J'ai passé un demi-siècle sans jamais avoir entendu parler de ce roman, et récemment, un ami anglais m'en a prêté un exemplaire. Sa lecture n'a pas été si facile, mais m'a quand même secoué.
Ce roman semble être extrêmement populaire dans le monde anglo-saxon (États-Unis et Royaume-Uni notamment), et une adaptation en série a même été faite récemment, mais à ma connaissance, il n'est pas très connu en France (en tout cas pas des lecteurs assidus que je connais et que j'ai interrogés). J'ai essayé d'avoir plus d'informations sur ce point, et il semble que ce livre soit d'abord très américain (des États-Unis, pas du continent). Heller situe son histoire pendant la seconde guerre mondiale (à laquelle il a participé dans l'armée US) mais y introduit parait-il quelques anachronismes qui se réfèrent plus à la guerre de Corée et au McCarthysme qui font que la satyre désespérante et absurde qu'il élabore, contextuellement ciblée sur l'organisation militaire, vise en fait la société américaine US des années 40 et 50. Ce roman sera ensuite repris comme porte étendard du mouvement pacifiste US contre la guerre du Vietnam. Je comprends ainsi mieux pourquoi cette œuvre semble si importante outre Atlantique car elle s'y inscrit complètement dans l'histoire de la dernière moitié du siècle dernier. Et malgré l'influence culturelle indéniable des États-Unis sur l'Europe et la France depuis des décennies, certaines choses plus intimement liées à l'histoire de ce pays résonnent beaucoup moins chez nous.

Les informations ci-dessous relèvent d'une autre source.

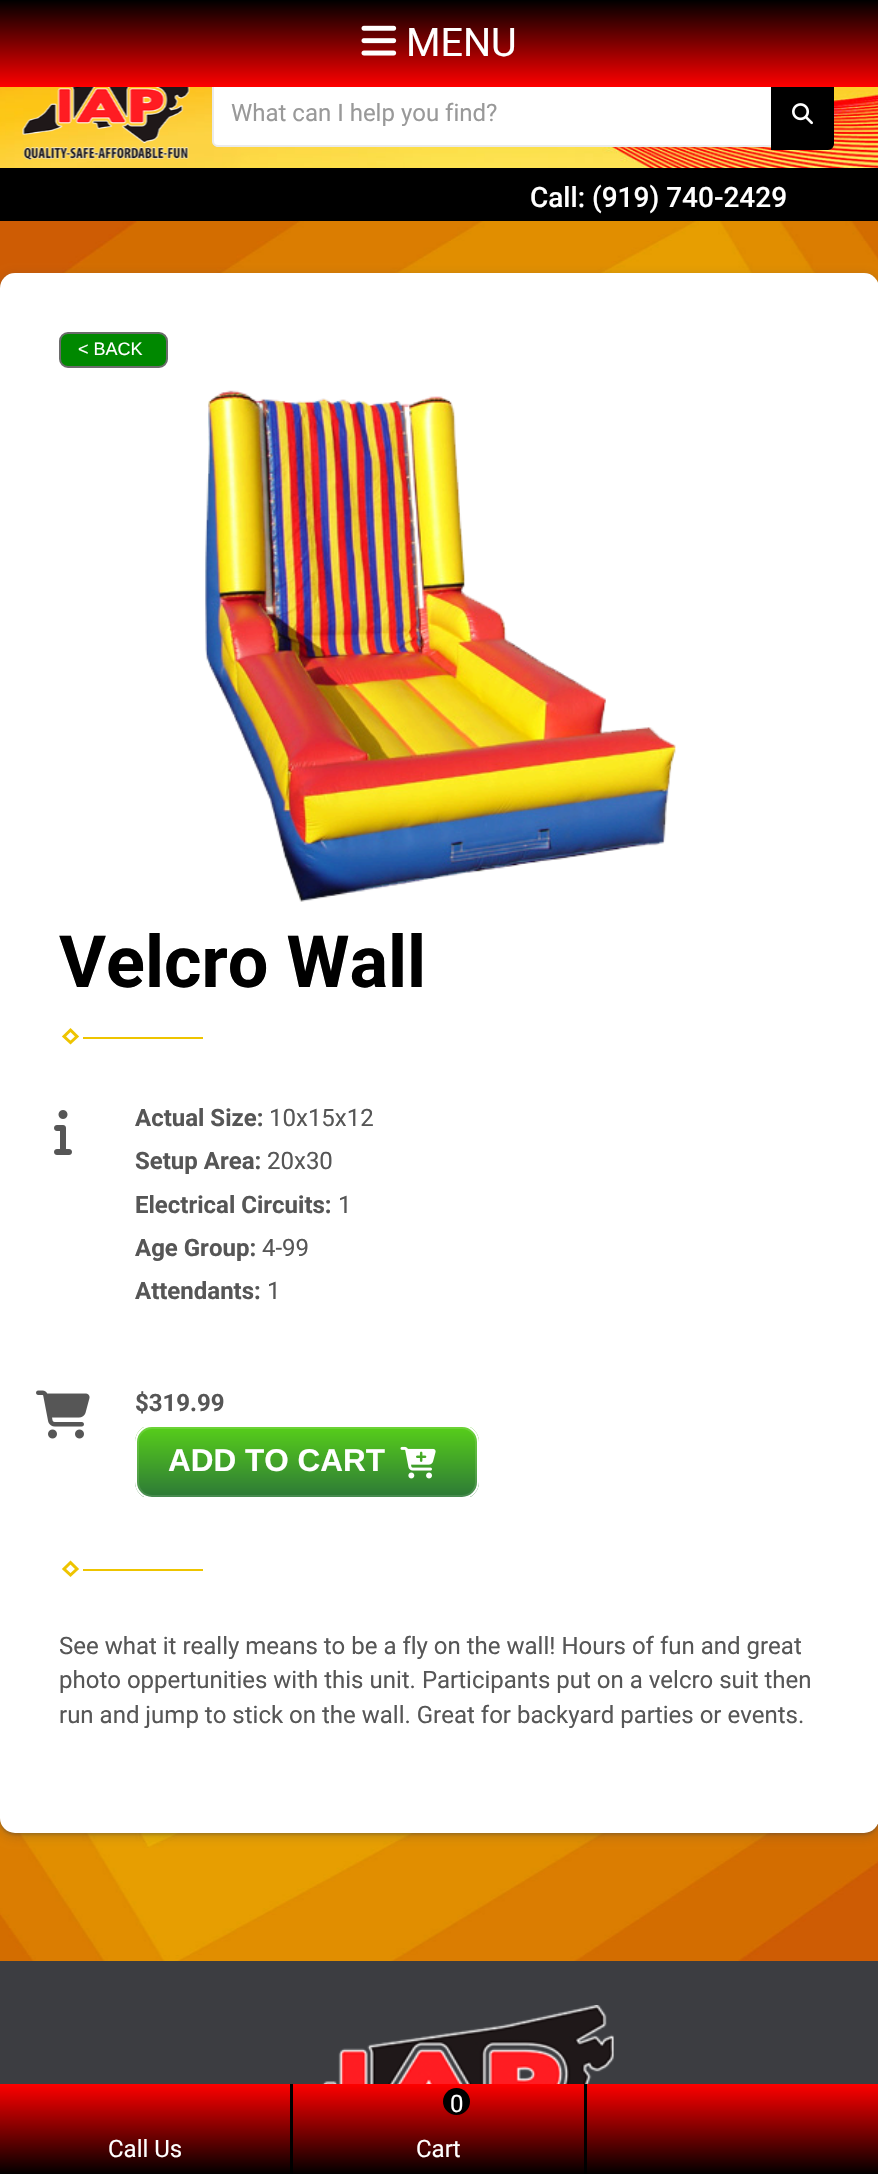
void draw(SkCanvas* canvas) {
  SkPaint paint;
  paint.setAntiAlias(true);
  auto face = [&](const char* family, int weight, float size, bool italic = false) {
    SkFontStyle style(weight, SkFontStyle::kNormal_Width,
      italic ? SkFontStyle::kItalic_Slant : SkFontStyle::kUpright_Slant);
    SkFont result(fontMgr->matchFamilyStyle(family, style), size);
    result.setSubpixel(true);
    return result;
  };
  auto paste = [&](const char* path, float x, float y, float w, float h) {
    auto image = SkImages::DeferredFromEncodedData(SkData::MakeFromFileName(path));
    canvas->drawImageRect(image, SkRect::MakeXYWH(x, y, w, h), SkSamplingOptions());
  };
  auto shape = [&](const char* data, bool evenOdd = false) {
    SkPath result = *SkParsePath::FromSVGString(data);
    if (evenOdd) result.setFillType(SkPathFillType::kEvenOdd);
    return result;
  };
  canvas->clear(0xffffffff);
  paste("img/1.png", 0, 221, 878, 1740);
  paste("img/2.png", 0, 87, 878, 81);
  paint.setColor(0xffffffff);
  canvas->drawPath(shape("M218 80H773V147H218C214.5 147 212 144.5 212 141V86C212 82.5 214.5 80 218 80Z"), paint);
  paint.setStroke(true);
  paint.setStrokeWidth(2);
  paint.setColor(0x14000000);
  canvas->drawPath(shape("M218 81H772V146H218C215 146 213 144 213 141V86C213 83 215 81 218 81Z"), paint);
  paint.setStroke(false);
  paint.setColor(0xff000000);
  canvas->drawPath(shape("M772.5 81.5H828C830.5 81.5 832.5 83.5 832.5 86V144C832.5 146.5 830.5 148.5 828 148.5H772.5Z"), paint);
  paint.setStroke(true);
  paint.setStrokeWidth(3);
  canvas->drawPath(shape("M772.5 81.5H828C830.5 81.5 832.5 83.5 832.5 86V144C832.5 146.5 830.5 148.5 828 148.5H772.5Z"), paint);
  paint.setStroke(false);
  {
    const SkColor colors[] = {0xff000000, 0xfffe0000};
    const float stops[] = {0, 1};
    const SkPoint ends[] = {{440, 0}, {440, 87}};
    paint.setShader(SkGradientShader::MakeLinear(ends, colors, stops, 2, SkTileMode::kClamp));
    paint.setAlpha(255);
  }
  canvas->drawRect(SkRect::MakeXYWH(0, 0, 878, 87), paint);
  paste("img/3.png", 361, 25, 36, 31);
  paste("img/4.png", 22, 87, 168, 73);
  paste("img/5.png", 792, 103, 21, 22);
  paint.setShader(nullptr);
  paint.setColor(0xff000000);
  canvas->drawRect(SkRect::MakeXYWH(0, 168, 878, 53), paint);
  {
    const SkColor colors[] = {0xfffe0000, 0xff000000};
    const float stops[] = {0, 1};
    const SkPoint ends[] = {{440, 2084}, {440, 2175}};
    paint.setShader(SkGradientShader::MakeLinear(ends, colors, stops, 2, SkTileMode::kClamp));
    paint.setAlpha(255);
  }
  canvas->drawRect(SkRect::MakeXYWH(0, 2084, 878, 90), paint);
  paint.setShader(nullptr);
  paint.setColor(0xff000000);
  canvas->drawRect(SkRect::MakeXYWH(290, 2084, 3, 90), paint);
  canvas->drawRect(SkRect::MakeXYWH(584, 2084, 3, 90), paint);
  canvas->drawCircle(456.5f, 2101.5f, 13.5f, paint);
  paint.setColor(0x263c4043);
  paint.setMaskFilter(SkMaskFilter::MakeBlur(kNormal_SkBlurStyle, 4.5f));
  canvas->drawRoundRect(SkRect::MakeXYWH(-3, 273, 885, 1566), 18, 18, paint);
  paint.setMaskFilter(nullptr);
  paint.setColor(0x4d3c4043);
  paint.setMaskFilter(SkMaskFilter::MakeBlur(kNormal_SkBlurStyle, 1.5f));
  canvas->drawRoundRect(SkRect::MakeXYWH(0, 275, 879, 1560), 15, 15, paint);
  paint.setMaskFilter(nullptr);
  paint.setColor(0xffffffff);
  canvas->drawRoundRect(SkRect::MakeXYWH(0, 273, 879, 1560), 15, 15, paint);
  paint.setColor(0xff008800);
  canvas->drawRoundRect(SkRect::MakeXYWH(60, 333, 107, 34), 8, 8, paint);
  paint.setStroke(true);
  paint.setStrokeWidth(2);
  paint.setColor(0xff6b6b6b);
  canvas->drawRoundRect(SkRect::MakeXYWH(60, 333, 107, 34), 8, 8, paint);
  paste("img/6.png", 205, 390, 471, 512);
  paint.setStrokeWidth(3);
  paint.setColor(0xffeec400);
  canvas->drawPath(shape("M70.5 1030L77 1036.5L70.5 1042.5L64 1036.5Z"), paint);
  paint.setStroke(false);
  canvas->drawRect(SkRect::MakeXYWH(83, 1037, 120, 2), paint);
  paste("img/7.png", 54, 1110, 18, 45);
  paste("img/8.png", 36, 1390, 54, 49);
  canvas->save();
  canvas->clipPath(shape("M152 1425H462C471.5 1425 479 1432.5 479 1442V1482C479 1491.5 471.5 1499 462 1499H152C142.5 1499 135 1491.5 135 1482V1442C135 1432.5 142.5 1425 152 1425Z"), true);
  {
    const SkColor colors[] = {0xff57ce1a, 0xff2d7937};
    const float stops[] = {0, 1};
    const SkPoint ends[] = {{307, 1427}, {307, 1497}};
    paint.setShader(SkGradientShader::MakeLinear(ends, colors, stops, 2, SkTileMode::kClamp));
    paint.setAlpha(255);
  }
  canvas->drawRect(SkRect::MakeXYWH(135, 1427, 344, 70), paint);
  canvas->restore();
  paint.setStroke(true);
  paint.setStrokeWidth(2);
  paint.setShader(nullptr);
  paint.setColor(0x1fffffff);
  canvas->drawRoundRect(SkRect::MakeXYWH(138, 1428, 338, 68), 14, 14, paint);
  paint.setColor(0xffffffff);
  canvas->drawRoundRect(SkRect::MakeXYWH(136, 1426, 342, 72), 16, 16, paint);
  paste("img/9.png", 400, 1446, 36, 33);
  paint.setStrokeWidth(3);
  paint.setColor(0xffeec400);
  canvas->drawPath(shape("M70.5 1562.5L77 1569L70.5 1575L64 1569Z"), paint);
  paint.setStroke(false);
  canvas->drawRect(SkRect::MakeXYWH(83, 1569, 120, 2), paint);
  paint.setColor(0xff3c3d41);
  canvas->drawRect(SkRect::MakeXYWH(0, 1961, 878, 123), paint);
  paste("img/10.png", 322, 2005, 292, 79);
  auto f0 = face("Roboto", 400, 39.5f);
  paint.setColor(0xffffffff);
  canvas->drawString("MENU", 406, 56, f0, paint);
  auto f1 = face("Roboto", 400, 24);
  paint.setColor(0xff999999);
  canvas->drawString("What can I help you find?", 231, 121, f1, paint);
  auto f2 = face("Roboto", 500, 28);
  paint.setColor(0xffffffff);
  canvas->drawString("Call: (919) 740-2429", 530, 207, f2, paint);
  {
    const struct { const char* s; float x, y; } items[] = {
      {"Call Us", 108, 2157},
      {"0", 450, 2112},
      {"Cart", 416, 2157},
    };
    for (auto [s, x, y] : items) {
      canvas->drawString(s, x, y, f1, paint);
    }
  }
  auto f3 = face("Liberation Sans", 400, 18);
  canvas->drawString("< BACK", 78, 355, f3, paint);
  auto f4 = face("Roboto", 700, 72);
  paint.setColor(0xff000000);
  canvas->drawString("Velcro Wall", 59, 987, f4, paint);
  auto f5 = face("Roboto", 700, 24);
  paint.setColor(0xff565656);
  canvas->drawString("Actual Size:", 135, 1126, f5, paint);
  canvas->drawString("10x15x12", 269, 1126, f1, paint);
  canvas->drawString("Setup Area:", 135, 1169, f5, paint);
  canvas->drawString("20x30", 267, 1169, f1, paint);
  canvas->drawString("Electrical Circuits:", 135, 1213, f5, paint);
  canvas->drawString("1", 338, 1213, f1, paint);
  canvas->drawString("Age Group:", 135, 1256, f5, paint);
  canvas->drawString("4-99", 262, 1256, f1, paint);
  canvas->drawString("Attendants:", 135, 1299, f5, paint);
  canvas->drawString("1", 267, 1299, f1, paint);
  canvas->drawString("$319.99", 135, 1411, f5, paint);
  auto f6 = face("Liberation Sans", 700, 31.5f);
  paint.setColor(0xffffffff);
  canvas->drawString("ADD TO CART", 168, 1471, f6, paint);
  paint.setColor(0xff565656);
  {
    const struct { const char* s; float x, y; } items[] = {
      {"See what it really means to be a fly on the wall! Hours of fun and great", 59, 1654},
      {"photo oppertunities with this unit. Participants put on a velcro suit then", 59, 1688},
      {"run and jump to stick on the wall. Great for backyard parties or events.", 59, 1723},
    };
    for (auto [s, x, y] : items) {
      canvas->drawString(s, x, y, f1, paint);
    }
  }
}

Alors sa lecture a eu l'effet sur moi de montagnes russes. Des emballements pour le côté hilarant des situations absurdes qu'il décrit, dans une linéarité plus que confuse, m'ont fait dévorer avec empressement les 3 premiers quarts du livre. Puis, j'ai connu un effet de saturation et j'ai abandonné ma lecture pendant quelques jours. J'adore le délire (les Anglais sont les maîtres de la chose à mon goût), mais il doit y avoir une montée en puissance jusqu'à un apex, alors qu'avec Catch-22, j'avais l'impression d'un mouvement de houle sans fin. J'ai donc repris le livre après une semaine ou deux et si j'ai continué à rire, mon rire devenait de plus en plus crispé. Non pas que le talent humoristique de l'auteur s'émoussait, mais la violence de la satyre m'atteignait vraiment. Sur la drôlerie, la rage et la désespérance prenaient le dessus.
Je l'ai maintenant refermé, mais je pense qu'il va me hanter longtemps...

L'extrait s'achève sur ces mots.